There is a great philosophical truth revealed in the the exercise of trying to describe one's spouse. The nearer one is to something (or someone) the harder it is to say anything meaningful about them. To put it another way, the person nearest to you is the one you know least about; they are at the very least the person you’ve forgotten the most about. I am currently in the terrible position of having resolved to write about my wife, and of course have no idea where to start. Any historical sketch of her (and only her) would have to start with a careful weeding out of me. There is a similar dilemma in talking about religion. The average layperson understands much too little about Christian doctrine, and a little too much about the experience of living Christianity. His description of it (as an abstract idea) is inseparable from his own experience of it. His experience of it may be a fascinating subject, but it is a different question, just as a character sketch of J is a subtly different thing than a sketch of J and myself. Or consider the problem musically; it isn’t tongue-pierced teenagers who can’t hear classical music, but classical musicians. If the trumpets sound the final glories of Beethoven 5, the teenagers, no matter how many holes they have in their ears, will at least hear it with fresh ears. It is the bassoons and the trumpets that will miss out, for the bassoons are wincing under the sound shield. They are too close to the trumpets to the understand them. And the trumpets, of course, are carefully listening to intonation and watching the conductor so as to utterly ignore both and play as loudly as possible. Classical musicians are far too concerned with squeaky reeds and changes in the union contract to hear classical music; that is the audience’s job. Similarly, husbands are often too immersed the accidents (medieval usage) of married life to actually understand their spouse; they only knew who she was before they got to know her.
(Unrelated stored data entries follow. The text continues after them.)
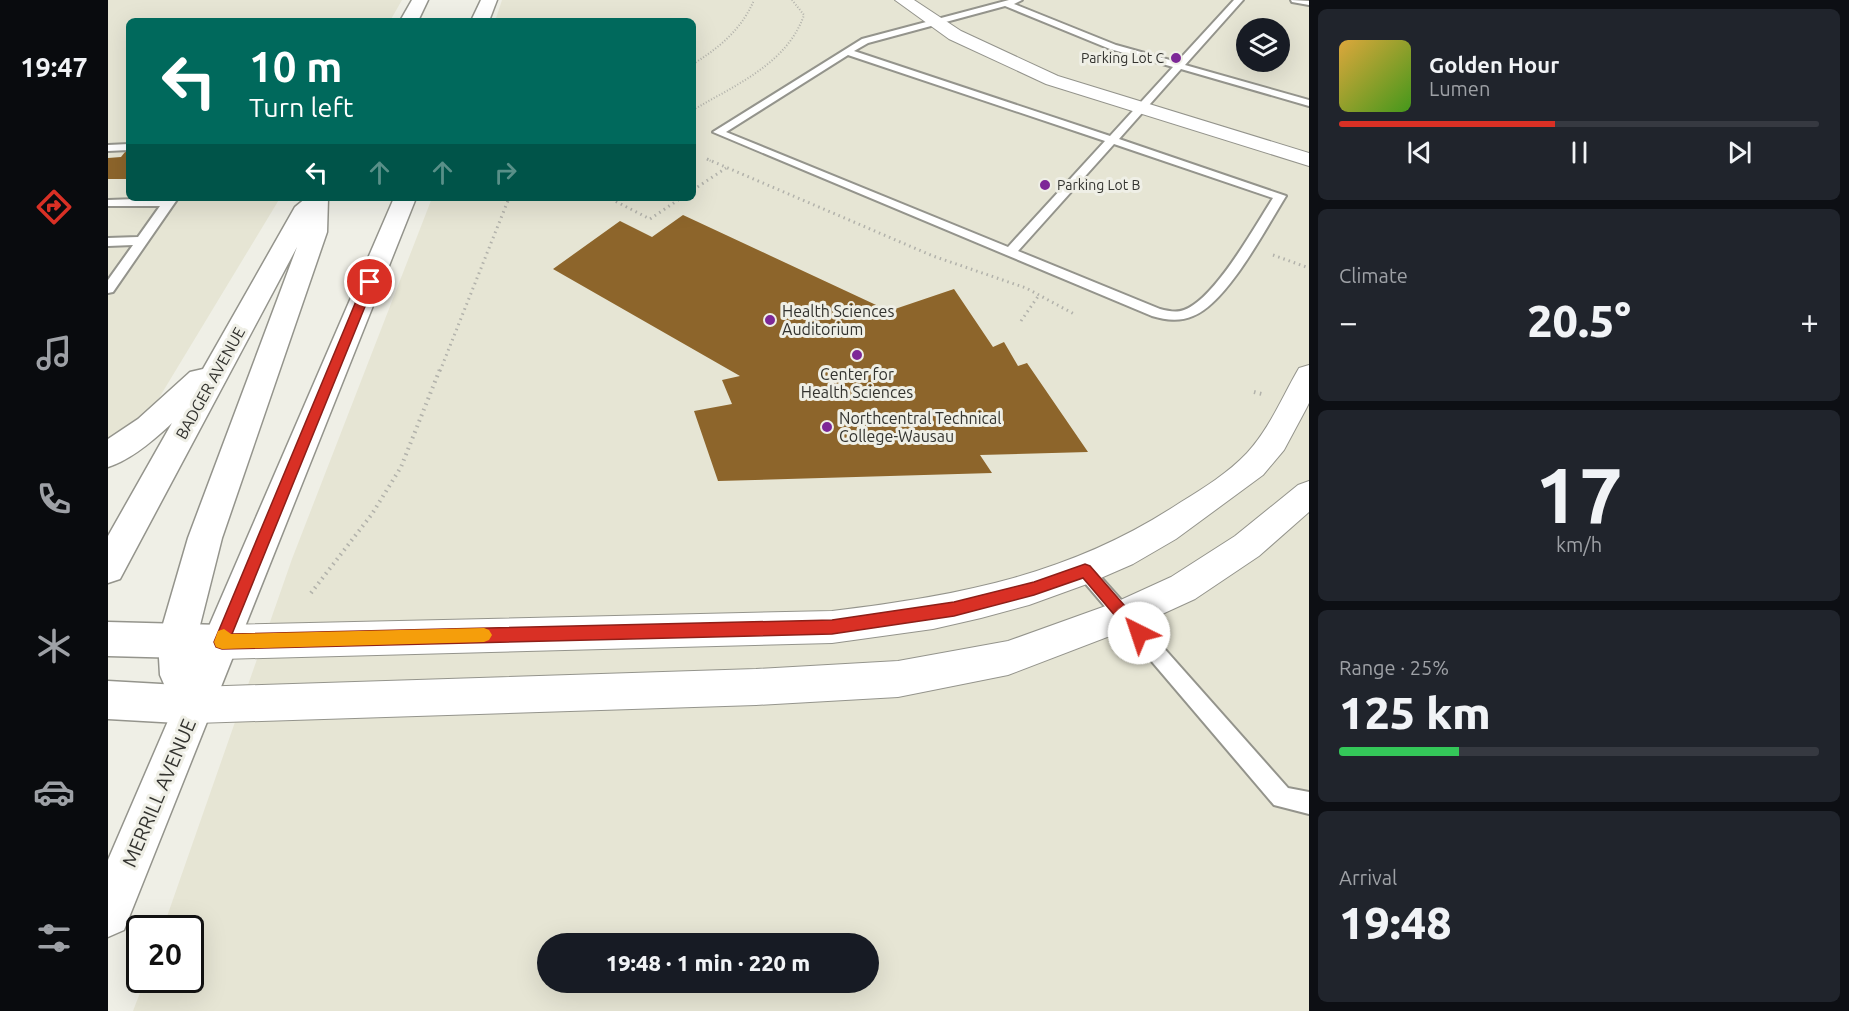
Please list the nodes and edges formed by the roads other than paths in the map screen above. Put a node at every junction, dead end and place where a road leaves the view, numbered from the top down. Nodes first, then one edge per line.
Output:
1 (420, 0) edge
2 (489, 0) edge
3 (903, 0) edge
4 (933, 0) edge
5 (1018, 0) edge
6 (1239, 0) edge
7 (1295, 0) edge
8 (1309, 3) edge
9 (1007, 4) junction
10 (959, 16) junction
11 (411, 18) edge
12 (481, 18) edge
13 (935, 21) junction
14 (847, 52) junction
15 (1180, 66) junction
16 (1148, 102) junction
17 (1309, 103) edge
18 (1113, 140) junction
19 (1309, 142) edge
20 (126, 147) edge
21 (108, 148) edge
22 (1309, 160) edge
23 (150, 201) edge
24 (170, 201) edge
25 (311, 201) edge
26 (317, 201) edge
27 (404, 201) edge
28 (108, 203) edge
29 (143, 241) junction
30 (108, 242) edge
31 (1010, 252) junction
32 (108, 289) edge
33 (227, 352) junction
34 (1309, 375) edge
35 (108, 455) edge
36 (1309, 495) edge
37 (108, 568) edge
38 (1085, 571) junction
39 (1124, 615) junction
40 (108, 639) edge
41 (177, 641) junction
42 (222, 642) junction
43 (108, 700) edge
44 (196, 705) junction
45 (1309, 803) edge
46 (108, 914) edge

1 - 11 main road
2 - 12 main road
3 - 13 street
4 - 10 street
5 - 9 lane
6 - 15 lane
7 - 8 lane
9 - 10 lane
9 - 15 lane
10 - 13 lane
10 - 16 street
13 - 14 lane
13 - 16 street
14 - 18 lane
14 - 31 lane
15 - 16 lane
15 - 17 lane
16 - 18 lane
16 - 19 street
16 - 22 street
18 - 31 lane
18 - 31 lane
20 - 21 lane
23 - 28 lane
24 - 29 lane
25 - 33 main road, BADGER AVENUE
26 - 41 main road
27 - 42 main road
29 - 30 lane
29 - 32 lane
33 - 35 main road
33 - 37 main road, BADGER AVENUE
34 - 38 street
36 - 39 street
38 - 39 lane
38 - 42 street
39 - 44 street
39 - 45 lane
40 - 41 main road
41 - 42 main road
41 - 44 main road
42 - 44 main road, MERRILL AVENUE
43 - 44 main road, MERRILL AVENUE
44 - 46 main road, MERRILL AVENUE

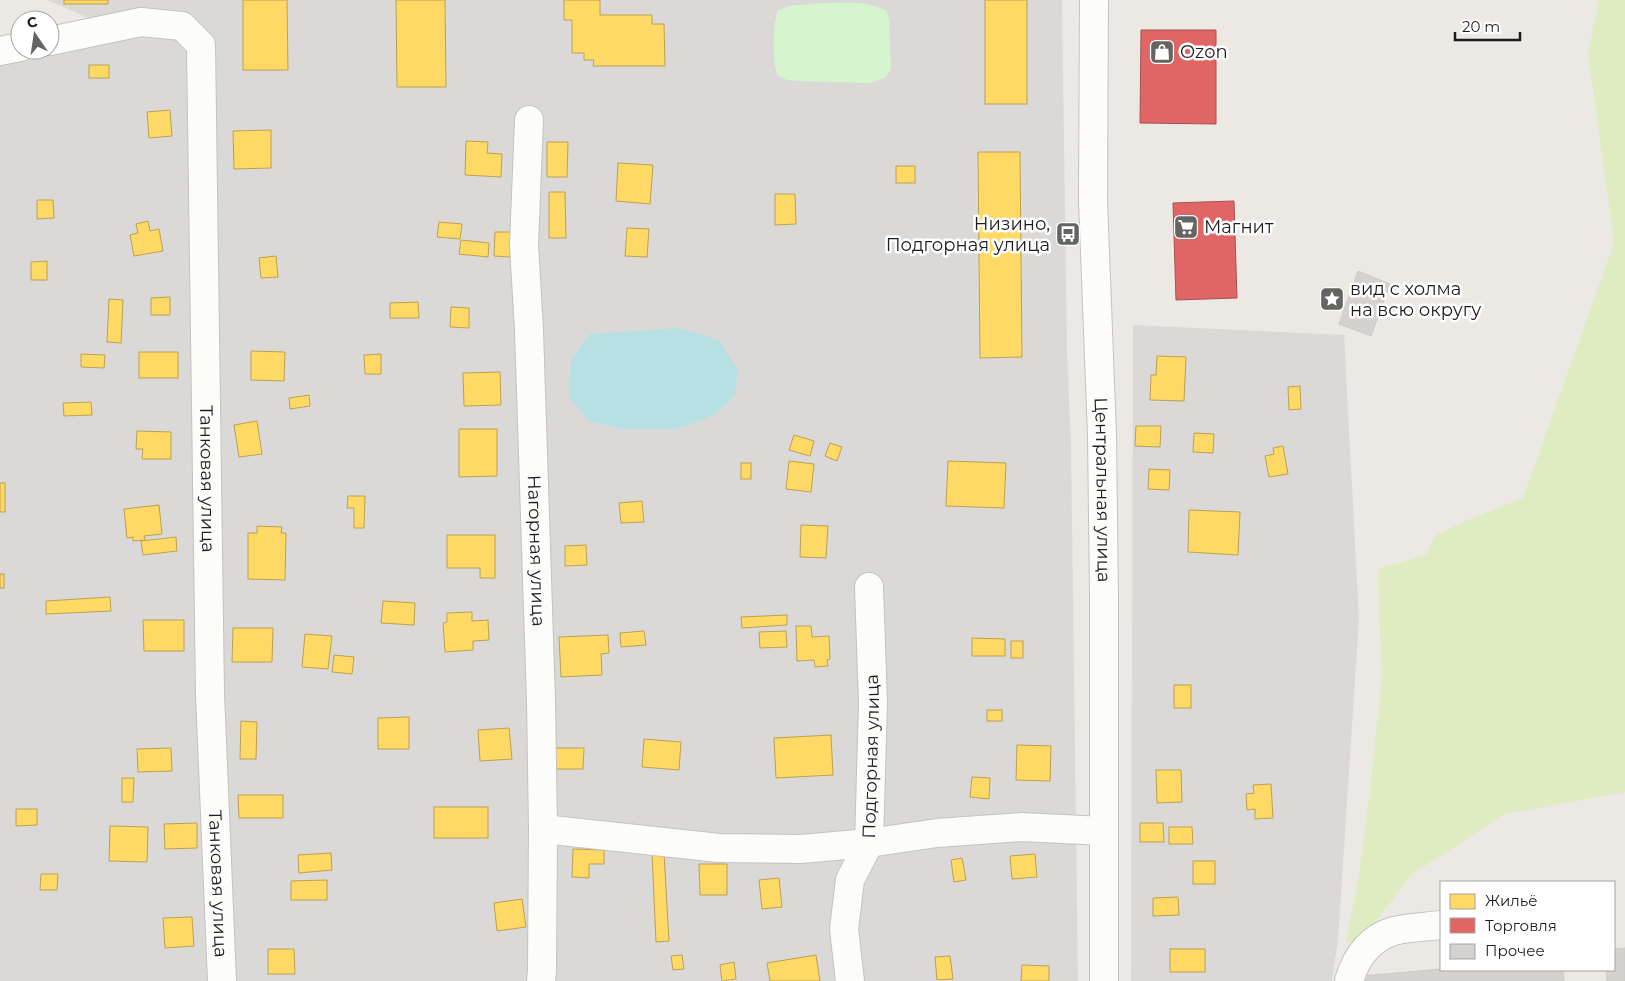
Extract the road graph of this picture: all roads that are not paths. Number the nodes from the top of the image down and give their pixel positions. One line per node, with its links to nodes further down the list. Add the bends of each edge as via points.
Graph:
1 (1094, 0): 7 (street, Центральная улица, via 1093,200 1104,595)
2 (142, 11): 3 (street, Танковая улица); 10 (street, Танковая улица, via 182,26 202,45 210,694)
3 (60, 37)
4 (529, 120): 6 (street, Нагорная улица, via 524,245)
5 (869, 586): 8 (street, Подгорная улица, via 873,703)
6 (543, 829): 8 (street, via 719,848 801,849); 11 (street, Нагорная улица)
7 (1103, 831): 8 (street, via 1022,827 937,833); 13 (street, Центральная улица)
8 (869, 843): 12 (street, Подгорная улица, via 850,880 844,929)
9 (1440, 925): 14 (street, via 1394,931 1369,944 1354,966)
10 (222, 981)
11 (540, 981)
12 (850, 981)
13 (1104, 981)
14 (1349, 981)

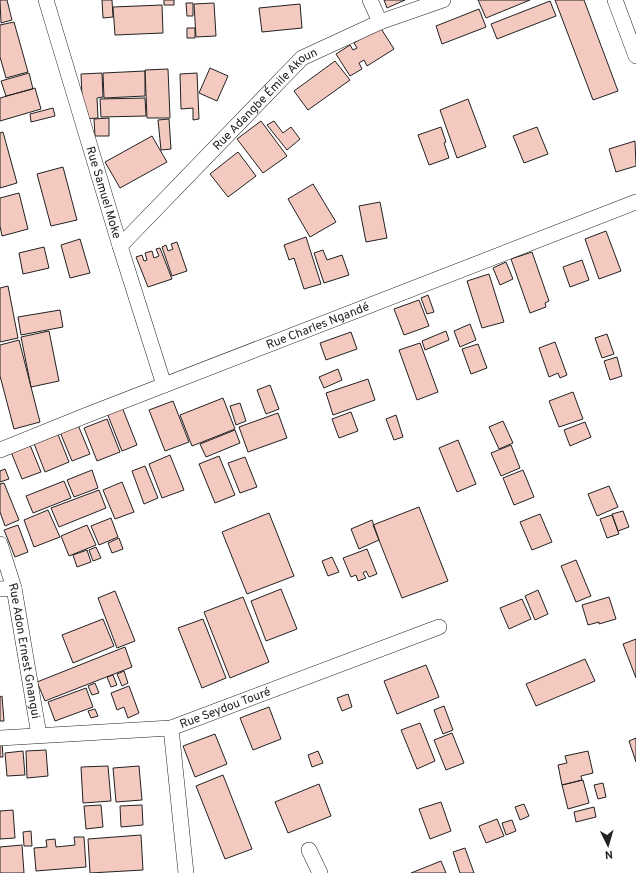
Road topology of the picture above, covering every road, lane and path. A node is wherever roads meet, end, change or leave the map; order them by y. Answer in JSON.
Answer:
{"nodes":[{"id":1,"x":46,"y":0,"type":"edge"},
{"id":2,"x":370,"y":0,"type":"edge"},
{"id":3,"x":443,"y":0,"type":"edge"},
{"id":4,"x":615,"y":0,"type":"edge"},
{"id":5,"x":380,"y":22,"type":"junction"},
{"id":6,"x":636,"y":56,"type":"edge"},
{"id":7,"x":636,"y":202,"type":"edge"},
{"id":8,"x":120,"y":246,"type":"junction"},
{"id":9,"x":164,"y":385,"type":"junction"},
{"id":10,"x":0,"y":450,"type":"edge"},
{"id":11,"x":0,"y":544,"type":"edge"},
{"id":12,"x":7,"y":589,"type":"edge"},
{"id":13,"x":439,"y":627,"type":"dead end"},
{"id":14,"x":171,"y":728,"type":"junction"},
{"id":15,"x":39,"y":735,"type":"junction"},
{"id":16,"x":0,"y":738,"type":"edge"},
{"id":17,"x":309,"y":850,"type":"dead end"},
{"id":18,"x":186,"y":873,"type":"edge"},
{"id":19,"x":320,"y":873,"type":"edge"}],
"edges":[{"from":1,"to":8,"type":"street","name":"Rue Samuel Moke"},
{"from":2,"to":5,"type":"street"},
{"from":3,"to":5,"type":"street","name":"Rue Adangbe Émile Akoun"},
{"from":4,"to":6,"type":"street"},
{"from":5,"to":8,"type":"street","name":"Rue Adangbe Émile Akoun"},
{"from":7,"to":9,"type":"street","name":"Rue Charles Ngandé"},
{"from":8,"to":9,"type":"street","name":"Rue Samuel Moke"},
{"from":9,"to":10,"type":"street","name":"Rue Charles Ngandé"},
{"from":11,"to":12,"type":"street","name":"Rue Adon Ernest Gnangui"},
{"from":12,"to":15,"type":"street","name":"Rue Adon Ernest Gnangui"},
{"from":13,"to":14,"type":"street","name":"Rue Seydou Touré"},
{"from":14,"to":15,"type":"street","name":"Rue Seydou Touré"},
{"from":14,"to":18,"type":"street"},
{"from":15,"to":16,"type":"street","name":"Rue Seydou Touré"},
{"from":17,"to":19,"type":"street"}]}
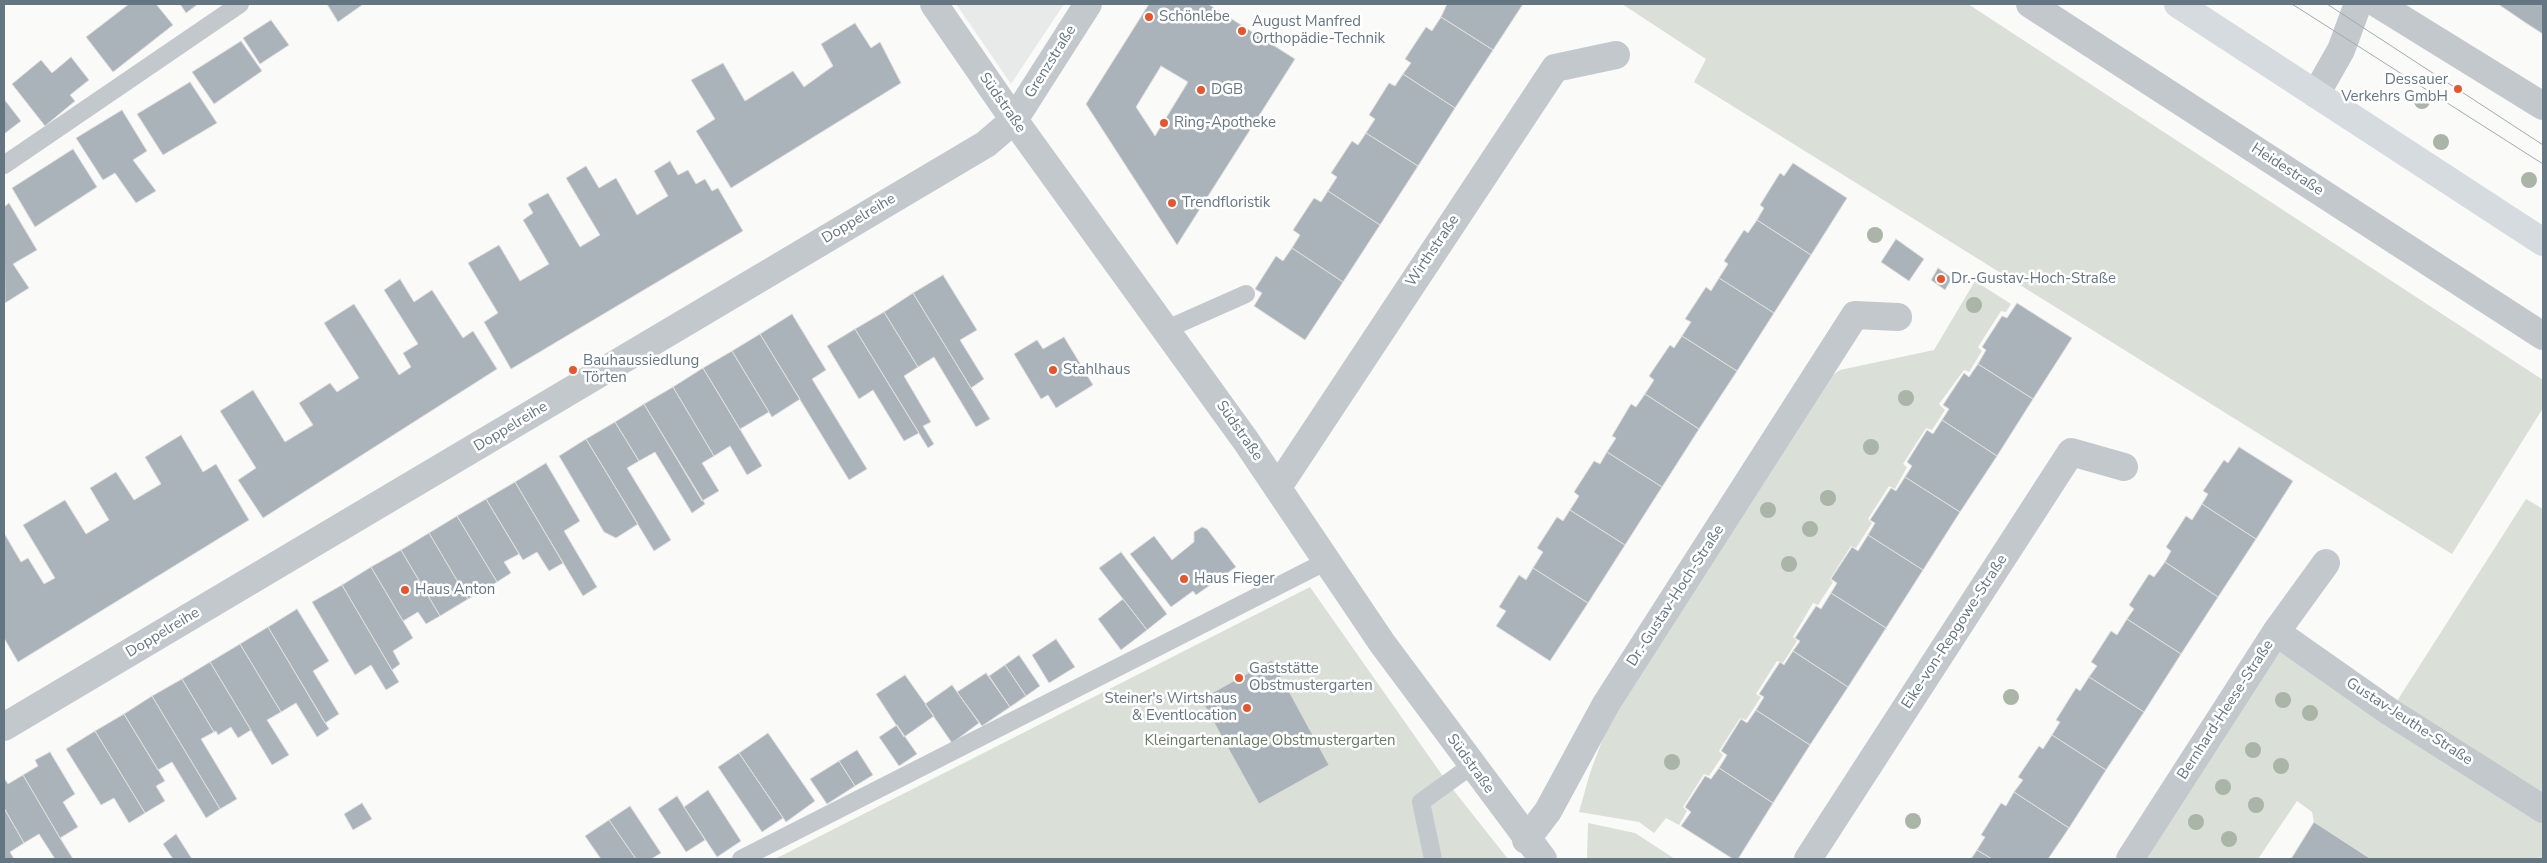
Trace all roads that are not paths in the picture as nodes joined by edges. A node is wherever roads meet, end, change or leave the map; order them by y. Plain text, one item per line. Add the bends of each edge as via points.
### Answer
1 (240, 4) edge
2 (934, 4) edge
3 (1088, 4) edge
4 (2030, 4) edge
5 (2178, 4) edge
6 (2358, 4) edge
7 (2378, 4) edge
8 (1616, 54) dead end
9 (2316, 94) junction
10 (2543, 106) edge
11 (1014, 120) junction
12 (4, 165) edge
13 (2543, 242) edge
14 (1246, 294) dead end
15 (1898, 317) dead end
16 (1167, 329) junction
17 (2543, 336) edge
18 (2124, 467) dead end
19 (1278, 487) junction
20 (1327, 561) junction
21 (2326, 563) dead end
22 (2276, 632) junction
23 (4, 727) edge
24 (1472, 766) junction
25 (2543, 810) edge
26 (1534, 849) edge
27 (742, 859) edge
28 (1433, 859) edge
29 (1808, 859) edge
30 (2130, 859) edge

1 - 12 lane
2 - 11 street, Südstraße
3 - 11 street, Grenzstraße
4 - 17 street, Heidestraße
5 - 9 street
6 - 9 street via 2341,50
7 - 10 street
8 - 19 street, Wirthstraße via 1555,68
9 - 13 street
11 - 16 street, Südstraße
11 - 23 street, Doppelreihe via 986,144
14 - 16 lane
15 - 26 street, Dr.-Gustav-Hoch-Straße via 1855,315 1606,704 1548,811
16 - 19 street, Südstraße
18 - 29 street, Eike-von-Repgowe-Straße via 2071,452
19 - 20 street, Südstraße
20 - 24 street, Südstraße via 1382,644
20 - 27 lane
21 - 22 street, Bernhard-Heese-Straße
22 - 25 street, Gustav-Jeuthe-Straße via 2390,712
22 - 30 street, Bernhard-Heese-Straße
24 - 26 street, Südstraße
24 - 28 lane via 1422,802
I’m either long winded or failing to make my point, so consider this another way: if I were to leave tomorrow to be a missionary to Africa, I could send you a meaningful first glance of tribal life there. Being a stranger there, I would marvel at their diet, their strange customs of greeting, and reddish color of their huts. I could tell you they eat goats, they wear goatskin, and the village doesn’t smell great. In four years (about the length of time I’ve been married, thus effectively living as a foreigner in the strange world of the feminine) of living in Africa, I would have lost all the novelties of the new culture. If someone asked me “how’s it going” (that impossible question) the sorts of things that would spring to my mind would be my lost sandal, or perhaps a particularly memorable meal, or how much sleep I was getting. The red huts would be as common as red bricks, the goats as familiar as coats, and the smell (regrettably) as familiar, if not as pleasant, as Tide detergent. With my own life being intertwined with that of the tribespeople, any meaningful description would need to be drawn out of me. The problem of talking about one’s spouse is not only seeing the big picture, but seeing the big picture as if for the first time; the problem of seeing her freshly. With J, a fresh look is like being rolled under a great wave of goodness.
She is the daughter of two music teachers. She started piano nearly before she was out of diapers, and as was the case in most of her childhood endeavors, was precocious. She had a strong appetite for books throughout her entire childhood, and was homeschooled. (She is proud to this day that no one can “tell the difference”) She was unusually shy of adults as a small child, and unusually conversant with them as a teenager. She played softball and followed gymnastics and ice-skating religiously. She has always been on the closest of terms with her two brothers, both younger and both fond of her. Outwardly, she is the model of sense, self-control and politeness; although she’s never shown it to more than a handful of her most intimate friends, she is inwardly a pure romantic. She is, in other words, the quintessential 19th century literary heroine: sensible, measured, and patient. I suspect, given her family background and personality, that she would have made an excellent governess. In this age, however, she was a music education major, and qualified to major it two instruments, eventually choosing the flute. She rarely enters into debate voluntarily, but speaks formidably well and writes even better. She yearned for friends her entire childhood and found them at RWC. Her relationships with her college friends defined and completed her nearly as much as her marriage. Her marriage, unfortunately, is a sad and beautiful tale wherein a lovely maiden (for she is excessively pretty, though she would never comport herself deliberately for that compliment) marries the first boy that touches her heart at a far too young age (twenty-two) without ever pausing to consider her career or whether she is sufficiently “experienced.” (Whatever the modern usage of that word means.) Surprisingly enough, she still seems rather pleased about the arrangement.